### Task description
Within the lines below, find those that hold the string "Cabot" and copy each one.

The data START

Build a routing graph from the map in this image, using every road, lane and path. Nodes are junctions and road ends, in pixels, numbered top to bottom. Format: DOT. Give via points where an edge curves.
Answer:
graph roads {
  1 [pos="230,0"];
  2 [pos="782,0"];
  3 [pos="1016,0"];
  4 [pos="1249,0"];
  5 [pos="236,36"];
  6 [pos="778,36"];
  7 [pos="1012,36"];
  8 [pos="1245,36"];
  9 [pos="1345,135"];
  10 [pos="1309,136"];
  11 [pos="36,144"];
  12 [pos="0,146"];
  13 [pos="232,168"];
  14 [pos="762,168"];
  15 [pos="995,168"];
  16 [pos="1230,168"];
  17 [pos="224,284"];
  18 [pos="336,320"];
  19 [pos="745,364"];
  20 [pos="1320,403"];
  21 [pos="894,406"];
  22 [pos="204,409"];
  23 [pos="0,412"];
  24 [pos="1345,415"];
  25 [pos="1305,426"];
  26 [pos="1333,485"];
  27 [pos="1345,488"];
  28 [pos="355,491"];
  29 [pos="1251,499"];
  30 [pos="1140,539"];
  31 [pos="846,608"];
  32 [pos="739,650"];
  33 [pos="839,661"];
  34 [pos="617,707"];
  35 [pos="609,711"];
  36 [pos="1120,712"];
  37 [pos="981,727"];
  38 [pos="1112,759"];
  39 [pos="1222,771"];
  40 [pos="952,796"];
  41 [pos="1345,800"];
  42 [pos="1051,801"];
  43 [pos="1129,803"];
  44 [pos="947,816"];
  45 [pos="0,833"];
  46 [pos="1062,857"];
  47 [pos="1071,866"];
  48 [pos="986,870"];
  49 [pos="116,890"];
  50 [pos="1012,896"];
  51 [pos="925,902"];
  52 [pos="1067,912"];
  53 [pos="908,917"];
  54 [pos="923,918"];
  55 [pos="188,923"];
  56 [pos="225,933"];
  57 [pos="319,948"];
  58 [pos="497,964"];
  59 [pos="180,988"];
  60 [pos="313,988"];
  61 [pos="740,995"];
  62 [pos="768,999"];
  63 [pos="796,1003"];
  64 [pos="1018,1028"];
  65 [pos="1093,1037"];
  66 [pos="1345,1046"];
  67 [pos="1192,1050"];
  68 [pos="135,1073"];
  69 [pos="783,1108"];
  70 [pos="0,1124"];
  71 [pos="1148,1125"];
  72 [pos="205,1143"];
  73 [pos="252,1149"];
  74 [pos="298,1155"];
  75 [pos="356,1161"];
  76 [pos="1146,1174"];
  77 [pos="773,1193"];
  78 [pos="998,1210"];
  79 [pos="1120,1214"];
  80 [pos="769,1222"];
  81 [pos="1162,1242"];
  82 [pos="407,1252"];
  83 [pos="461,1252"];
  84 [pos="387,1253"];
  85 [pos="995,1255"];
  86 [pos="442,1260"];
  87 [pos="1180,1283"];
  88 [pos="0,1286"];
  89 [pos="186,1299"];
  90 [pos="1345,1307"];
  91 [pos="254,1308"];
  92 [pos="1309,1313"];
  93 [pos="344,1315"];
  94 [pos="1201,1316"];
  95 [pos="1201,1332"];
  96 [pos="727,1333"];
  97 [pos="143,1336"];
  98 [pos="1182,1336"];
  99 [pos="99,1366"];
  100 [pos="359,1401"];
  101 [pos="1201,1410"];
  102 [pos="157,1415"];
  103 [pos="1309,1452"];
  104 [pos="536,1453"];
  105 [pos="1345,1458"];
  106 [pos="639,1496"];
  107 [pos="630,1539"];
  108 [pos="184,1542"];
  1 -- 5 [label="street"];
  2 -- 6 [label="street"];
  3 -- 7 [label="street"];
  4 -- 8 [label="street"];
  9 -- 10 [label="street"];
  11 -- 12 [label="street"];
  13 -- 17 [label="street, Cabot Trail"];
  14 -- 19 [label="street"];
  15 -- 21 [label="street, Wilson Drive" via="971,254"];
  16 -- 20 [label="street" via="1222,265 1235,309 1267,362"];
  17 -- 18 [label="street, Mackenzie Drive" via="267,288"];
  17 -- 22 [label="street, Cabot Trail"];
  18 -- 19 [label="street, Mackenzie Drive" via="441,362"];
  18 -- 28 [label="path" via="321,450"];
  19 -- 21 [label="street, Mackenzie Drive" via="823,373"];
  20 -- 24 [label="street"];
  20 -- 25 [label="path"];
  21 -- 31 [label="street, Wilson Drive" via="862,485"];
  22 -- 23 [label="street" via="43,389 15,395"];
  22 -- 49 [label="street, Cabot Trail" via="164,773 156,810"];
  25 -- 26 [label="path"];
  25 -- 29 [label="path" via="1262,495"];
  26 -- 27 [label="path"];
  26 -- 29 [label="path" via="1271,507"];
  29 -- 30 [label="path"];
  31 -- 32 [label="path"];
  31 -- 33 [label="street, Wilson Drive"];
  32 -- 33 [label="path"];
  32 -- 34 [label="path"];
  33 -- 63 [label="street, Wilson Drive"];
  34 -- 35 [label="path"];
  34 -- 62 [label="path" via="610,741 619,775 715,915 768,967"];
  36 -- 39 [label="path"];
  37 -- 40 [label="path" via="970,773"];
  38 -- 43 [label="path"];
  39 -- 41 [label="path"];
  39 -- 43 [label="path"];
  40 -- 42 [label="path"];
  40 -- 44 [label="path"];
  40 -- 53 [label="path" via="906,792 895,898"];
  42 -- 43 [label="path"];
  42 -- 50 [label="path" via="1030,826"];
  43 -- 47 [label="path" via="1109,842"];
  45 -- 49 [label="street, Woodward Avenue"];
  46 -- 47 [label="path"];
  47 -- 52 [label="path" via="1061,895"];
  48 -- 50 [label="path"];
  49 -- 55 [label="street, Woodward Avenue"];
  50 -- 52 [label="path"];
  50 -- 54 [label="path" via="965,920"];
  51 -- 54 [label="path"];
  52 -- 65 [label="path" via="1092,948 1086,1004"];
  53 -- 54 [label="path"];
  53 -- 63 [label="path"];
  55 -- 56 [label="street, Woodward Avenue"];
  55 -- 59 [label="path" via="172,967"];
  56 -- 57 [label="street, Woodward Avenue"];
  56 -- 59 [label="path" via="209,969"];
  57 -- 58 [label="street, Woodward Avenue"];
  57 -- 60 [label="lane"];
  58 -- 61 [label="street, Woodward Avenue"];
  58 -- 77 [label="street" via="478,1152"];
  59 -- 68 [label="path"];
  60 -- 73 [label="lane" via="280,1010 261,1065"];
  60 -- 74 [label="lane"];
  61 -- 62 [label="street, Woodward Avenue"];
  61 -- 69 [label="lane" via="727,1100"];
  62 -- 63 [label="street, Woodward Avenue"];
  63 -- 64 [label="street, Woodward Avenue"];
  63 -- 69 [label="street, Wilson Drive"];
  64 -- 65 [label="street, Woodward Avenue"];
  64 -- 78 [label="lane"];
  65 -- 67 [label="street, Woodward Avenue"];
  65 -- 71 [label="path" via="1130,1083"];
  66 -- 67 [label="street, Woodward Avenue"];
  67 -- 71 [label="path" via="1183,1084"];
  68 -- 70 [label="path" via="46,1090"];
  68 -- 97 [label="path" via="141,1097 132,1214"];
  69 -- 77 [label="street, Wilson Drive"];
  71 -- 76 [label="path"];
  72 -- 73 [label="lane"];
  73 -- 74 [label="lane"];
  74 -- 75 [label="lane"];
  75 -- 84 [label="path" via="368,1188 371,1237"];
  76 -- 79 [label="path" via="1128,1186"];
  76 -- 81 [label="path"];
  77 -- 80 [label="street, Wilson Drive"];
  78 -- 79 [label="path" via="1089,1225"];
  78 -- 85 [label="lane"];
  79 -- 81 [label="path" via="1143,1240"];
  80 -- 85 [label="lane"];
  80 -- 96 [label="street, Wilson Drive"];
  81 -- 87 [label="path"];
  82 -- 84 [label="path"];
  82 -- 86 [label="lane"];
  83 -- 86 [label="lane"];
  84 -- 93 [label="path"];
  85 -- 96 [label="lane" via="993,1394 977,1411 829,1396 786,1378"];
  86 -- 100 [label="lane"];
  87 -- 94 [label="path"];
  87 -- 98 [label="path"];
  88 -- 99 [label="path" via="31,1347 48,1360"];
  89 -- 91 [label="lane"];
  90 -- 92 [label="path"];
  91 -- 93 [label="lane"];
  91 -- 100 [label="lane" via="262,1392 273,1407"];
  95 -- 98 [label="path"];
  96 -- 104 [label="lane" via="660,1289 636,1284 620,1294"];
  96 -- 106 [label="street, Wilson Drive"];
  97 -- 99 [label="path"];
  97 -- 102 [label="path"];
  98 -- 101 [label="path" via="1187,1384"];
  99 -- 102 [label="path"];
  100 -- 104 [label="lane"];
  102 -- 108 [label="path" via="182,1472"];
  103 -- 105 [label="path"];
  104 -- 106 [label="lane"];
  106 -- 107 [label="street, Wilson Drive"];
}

The data END

### Output of the exercise
  13 -- 17 [label="street, Cabot Trail"];
  17 -- 22 [label="street, Cabot Trail"];
  22 -- 49 [label="street, Cabot Trail" via="164,773 156,810"];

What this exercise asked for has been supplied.